▶ [Task]
In the data that follows, find each line containing "Costa" and copy it.

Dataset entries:
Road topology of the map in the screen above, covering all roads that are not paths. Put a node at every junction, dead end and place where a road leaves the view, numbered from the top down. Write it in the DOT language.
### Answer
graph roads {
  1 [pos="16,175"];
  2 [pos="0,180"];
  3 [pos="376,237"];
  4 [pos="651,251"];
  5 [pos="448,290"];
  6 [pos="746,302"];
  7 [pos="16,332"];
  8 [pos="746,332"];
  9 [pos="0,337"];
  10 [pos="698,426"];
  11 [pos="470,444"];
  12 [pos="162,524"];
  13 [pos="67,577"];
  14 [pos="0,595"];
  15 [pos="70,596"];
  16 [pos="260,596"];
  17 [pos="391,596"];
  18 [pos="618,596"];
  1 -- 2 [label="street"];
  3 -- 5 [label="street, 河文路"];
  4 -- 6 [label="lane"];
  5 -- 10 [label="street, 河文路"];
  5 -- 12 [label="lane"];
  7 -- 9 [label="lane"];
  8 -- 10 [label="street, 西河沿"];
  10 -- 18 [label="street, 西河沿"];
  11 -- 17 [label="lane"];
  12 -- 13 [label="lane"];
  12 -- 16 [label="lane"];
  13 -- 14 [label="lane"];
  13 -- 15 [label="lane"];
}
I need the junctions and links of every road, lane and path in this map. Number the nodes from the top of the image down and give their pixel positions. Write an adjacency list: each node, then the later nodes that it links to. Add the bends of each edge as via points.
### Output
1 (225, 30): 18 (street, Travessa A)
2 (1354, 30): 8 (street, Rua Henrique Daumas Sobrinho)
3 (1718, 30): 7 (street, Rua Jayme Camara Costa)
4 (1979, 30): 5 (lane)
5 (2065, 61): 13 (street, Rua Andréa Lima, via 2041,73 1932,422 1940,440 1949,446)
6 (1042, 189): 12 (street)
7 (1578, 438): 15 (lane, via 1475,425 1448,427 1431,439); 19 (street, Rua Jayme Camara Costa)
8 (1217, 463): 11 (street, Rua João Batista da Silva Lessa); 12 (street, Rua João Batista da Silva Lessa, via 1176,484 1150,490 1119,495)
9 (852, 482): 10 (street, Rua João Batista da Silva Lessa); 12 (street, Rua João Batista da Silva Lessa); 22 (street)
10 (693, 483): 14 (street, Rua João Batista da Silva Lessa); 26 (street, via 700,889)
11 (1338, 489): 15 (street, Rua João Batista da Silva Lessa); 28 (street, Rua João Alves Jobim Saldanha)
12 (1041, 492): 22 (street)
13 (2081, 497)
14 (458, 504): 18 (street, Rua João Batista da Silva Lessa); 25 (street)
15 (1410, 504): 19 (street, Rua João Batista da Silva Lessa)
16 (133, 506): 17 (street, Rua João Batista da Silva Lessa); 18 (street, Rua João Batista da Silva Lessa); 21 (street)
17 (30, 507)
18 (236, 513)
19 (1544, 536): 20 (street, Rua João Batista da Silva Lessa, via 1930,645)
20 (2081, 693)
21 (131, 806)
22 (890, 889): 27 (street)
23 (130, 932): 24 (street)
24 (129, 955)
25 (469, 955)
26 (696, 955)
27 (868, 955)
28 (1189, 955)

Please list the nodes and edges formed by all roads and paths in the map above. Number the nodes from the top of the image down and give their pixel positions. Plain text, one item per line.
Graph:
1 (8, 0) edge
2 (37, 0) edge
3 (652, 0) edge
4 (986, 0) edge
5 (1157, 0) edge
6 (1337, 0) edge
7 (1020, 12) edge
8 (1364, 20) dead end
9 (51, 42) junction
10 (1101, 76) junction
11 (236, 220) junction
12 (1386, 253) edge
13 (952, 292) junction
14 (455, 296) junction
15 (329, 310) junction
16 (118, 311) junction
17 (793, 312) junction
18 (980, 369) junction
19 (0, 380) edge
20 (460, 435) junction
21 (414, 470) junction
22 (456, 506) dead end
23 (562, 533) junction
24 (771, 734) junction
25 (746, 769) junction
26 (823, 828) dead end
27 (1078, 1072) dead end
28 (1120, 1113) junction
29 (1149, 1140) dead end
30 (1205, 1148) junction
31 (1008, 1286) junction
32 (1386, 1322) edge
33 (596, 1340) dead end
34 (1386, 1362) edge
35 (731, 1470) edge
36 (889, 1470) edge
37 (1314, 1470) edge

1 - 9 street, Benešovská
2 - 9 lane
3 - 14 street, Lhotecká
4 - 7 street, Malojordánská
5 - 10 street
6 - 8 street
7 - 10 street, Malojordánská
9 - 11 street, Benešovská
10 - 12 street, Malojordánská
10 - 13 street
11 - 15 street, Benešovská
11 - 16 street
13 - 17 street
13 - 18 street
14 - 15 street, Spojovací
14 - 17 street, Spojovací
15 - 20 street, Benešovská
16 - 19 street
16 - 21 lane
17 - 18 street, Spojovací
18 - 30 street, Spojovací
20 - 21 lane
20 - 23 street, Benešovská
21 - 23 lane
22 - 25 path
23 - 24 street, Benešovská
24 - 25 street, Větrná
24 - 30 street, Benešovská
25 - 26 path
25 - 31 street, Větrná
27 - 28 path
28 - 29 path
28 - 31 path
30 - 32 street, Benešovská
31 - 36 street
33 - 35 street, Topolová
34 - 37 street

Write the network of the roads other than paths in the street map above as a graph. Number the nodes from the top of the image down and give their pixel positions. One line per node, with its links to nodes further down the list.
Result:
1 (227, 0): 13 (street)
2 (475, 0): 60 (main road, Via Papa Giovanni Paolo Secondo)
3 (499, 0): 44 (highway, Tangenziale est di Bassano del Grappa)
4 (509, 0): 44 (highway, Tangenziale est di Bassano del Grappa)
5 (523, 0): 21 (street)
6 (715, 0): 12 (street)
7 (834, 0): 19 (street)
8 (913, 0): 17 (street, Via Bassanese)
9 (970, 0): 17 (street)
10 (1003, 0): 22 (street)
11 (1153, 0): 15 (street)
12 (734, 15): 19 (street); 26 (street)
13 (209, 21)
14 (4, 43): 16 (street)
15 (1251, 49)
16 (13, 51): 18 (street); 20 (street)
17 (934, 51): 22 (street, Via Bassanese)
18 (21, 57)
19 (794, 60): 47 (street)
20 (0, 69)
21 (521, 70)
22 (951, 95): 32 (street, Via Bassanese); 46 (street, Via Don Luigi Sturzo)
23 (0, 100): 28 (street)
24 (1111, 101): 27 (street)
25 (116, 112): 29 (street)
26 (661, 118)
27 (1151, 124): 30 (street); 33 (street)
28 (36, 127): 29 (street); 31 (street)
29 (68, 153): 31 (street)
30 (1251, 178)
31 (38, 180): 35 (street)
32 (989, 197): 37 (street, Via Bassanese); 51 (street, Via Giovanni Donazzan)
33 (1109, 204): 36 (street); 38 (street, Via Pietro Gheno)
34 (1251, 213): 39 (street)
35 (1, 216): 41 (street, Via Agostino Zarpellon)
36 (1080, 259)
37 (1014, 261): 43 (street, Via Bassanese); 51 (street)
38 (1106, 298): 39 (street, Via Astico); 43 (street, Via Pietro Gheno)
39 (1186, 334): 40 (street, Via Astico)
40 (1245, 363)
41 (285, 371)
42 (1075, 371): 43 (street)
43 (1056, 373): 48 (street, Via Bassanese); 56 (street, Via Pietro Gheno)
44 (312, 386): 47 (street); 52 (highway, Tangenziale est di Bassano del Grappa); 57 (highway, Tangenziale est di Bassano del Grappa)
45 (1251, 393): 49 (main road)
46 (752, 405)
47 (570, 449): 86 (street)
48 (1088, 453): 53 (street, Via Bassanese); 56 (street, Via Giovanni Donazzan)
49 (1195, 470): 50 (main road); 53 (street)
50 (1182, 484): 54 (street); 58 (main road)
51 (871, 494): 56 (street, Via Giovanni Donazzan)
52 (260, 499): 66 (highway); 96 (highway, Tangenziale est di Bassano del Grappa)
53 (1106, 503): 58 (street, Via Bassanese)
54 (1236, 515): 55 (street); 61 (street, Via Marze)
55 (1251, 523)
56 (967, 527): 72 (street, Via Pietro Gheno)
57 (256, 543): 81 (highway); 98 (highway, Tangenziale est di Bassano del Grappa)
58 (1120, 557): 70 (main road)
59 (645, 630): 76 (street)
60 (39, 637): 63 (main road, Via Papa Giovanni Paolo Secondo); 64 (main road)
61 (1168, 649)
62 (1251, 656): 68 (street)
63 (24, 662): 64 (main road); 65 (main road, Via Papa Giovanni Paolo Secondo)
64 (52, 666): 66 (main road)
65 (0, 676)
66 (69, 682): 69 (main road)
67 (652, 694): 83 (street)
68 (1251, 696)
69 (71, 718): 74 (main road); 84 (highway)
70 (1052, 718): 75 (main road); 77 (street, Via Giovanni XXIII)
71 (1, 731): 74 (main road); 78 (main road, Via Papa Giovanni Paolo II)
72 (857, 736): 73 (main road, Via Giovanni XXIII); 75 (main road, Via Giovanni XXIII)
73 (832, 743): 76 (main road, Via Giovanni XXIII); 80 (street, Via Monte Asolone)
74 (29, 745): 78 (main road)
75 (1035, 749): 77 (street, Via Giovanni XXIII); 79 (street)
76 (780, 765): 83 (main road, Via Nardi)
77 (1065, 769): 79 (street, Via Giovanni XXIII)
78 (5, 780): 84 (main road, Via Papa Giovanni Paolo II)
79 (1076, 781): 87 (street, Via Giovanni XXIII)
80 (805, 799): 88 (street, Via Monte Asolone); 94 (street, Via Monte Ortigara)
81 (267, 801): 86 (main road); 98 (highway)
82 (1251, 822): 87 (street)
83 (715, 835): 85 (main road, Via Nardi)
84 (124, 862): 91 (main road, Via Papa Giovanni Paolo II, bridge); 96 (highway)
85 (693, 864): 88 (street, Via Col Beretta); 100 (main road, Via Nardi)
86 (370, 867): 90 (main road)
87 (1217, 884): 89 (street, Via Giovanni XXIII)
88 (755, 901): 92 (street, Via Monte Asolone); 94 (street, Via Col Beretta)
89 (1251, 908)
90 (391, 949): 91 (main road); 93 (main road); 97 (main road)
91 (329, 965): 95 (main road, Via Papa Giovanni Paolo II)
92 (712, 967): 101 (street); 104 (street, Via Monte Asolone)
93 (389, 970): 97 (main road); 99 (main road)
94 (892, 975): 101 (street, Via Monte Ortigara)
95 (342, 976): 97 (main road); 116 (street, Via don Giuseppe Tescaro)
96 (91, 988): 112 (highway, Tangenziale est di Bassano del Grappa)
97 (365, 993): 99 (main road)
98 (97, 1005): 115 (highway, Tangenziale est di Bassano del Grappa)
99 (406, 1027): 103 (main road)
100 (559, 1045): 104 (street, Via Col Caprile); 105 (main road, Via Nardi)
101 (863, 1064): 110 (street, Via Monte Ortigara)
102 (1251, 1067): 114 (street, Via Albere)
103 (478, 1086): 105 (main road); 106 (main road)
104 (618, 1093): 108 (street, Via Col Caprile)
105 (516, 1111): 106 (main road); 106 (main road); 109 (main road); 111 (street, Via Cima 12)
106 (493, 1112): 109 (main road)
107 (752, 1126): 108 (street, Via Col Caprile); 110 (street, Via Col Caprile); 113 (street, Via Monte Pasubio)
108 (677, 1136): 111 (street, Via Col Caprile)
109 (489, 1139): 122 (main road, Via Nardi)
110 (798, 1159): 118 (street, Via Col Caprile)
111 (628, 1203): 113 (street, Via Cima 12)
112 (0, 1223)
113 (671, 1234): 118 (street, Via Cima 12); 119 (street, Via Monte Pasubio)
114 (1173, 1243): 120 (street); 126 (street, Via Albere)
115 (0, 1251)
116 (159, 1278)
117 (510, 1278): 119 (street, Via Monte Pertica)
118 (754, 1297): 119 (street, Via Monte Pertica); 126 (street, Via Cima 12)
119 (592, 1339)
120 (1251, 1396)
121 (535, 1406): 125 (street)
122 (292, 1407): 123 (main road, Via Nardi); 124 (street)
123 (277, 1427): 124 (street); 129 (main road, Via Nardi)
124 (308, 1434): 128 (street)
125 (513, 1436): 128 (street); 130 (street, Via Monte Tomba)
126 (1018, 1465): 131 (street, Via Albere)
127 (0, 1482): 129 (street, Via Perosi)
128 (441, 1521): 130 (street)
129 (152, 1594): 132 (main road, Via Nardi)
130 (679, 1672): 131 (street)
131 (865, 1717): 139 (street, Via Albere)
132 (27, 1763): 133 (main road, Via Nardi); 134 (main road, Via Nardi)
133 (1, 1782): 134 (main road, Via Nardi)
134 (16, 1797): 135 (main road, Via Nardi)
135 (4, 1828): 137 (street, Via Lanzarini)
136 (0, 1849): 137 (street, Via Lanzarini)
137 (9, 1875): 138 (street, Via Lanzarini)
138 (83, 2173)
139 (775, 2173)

▶ [Finished task]
3 (1718, 30): 7 (street, Rua Jayme Camara Costa)
7 (1578, 438): 15 (lane, via 1475,425 1448,427 1431,439); 19 (street, Rua Jayme Camara Costa)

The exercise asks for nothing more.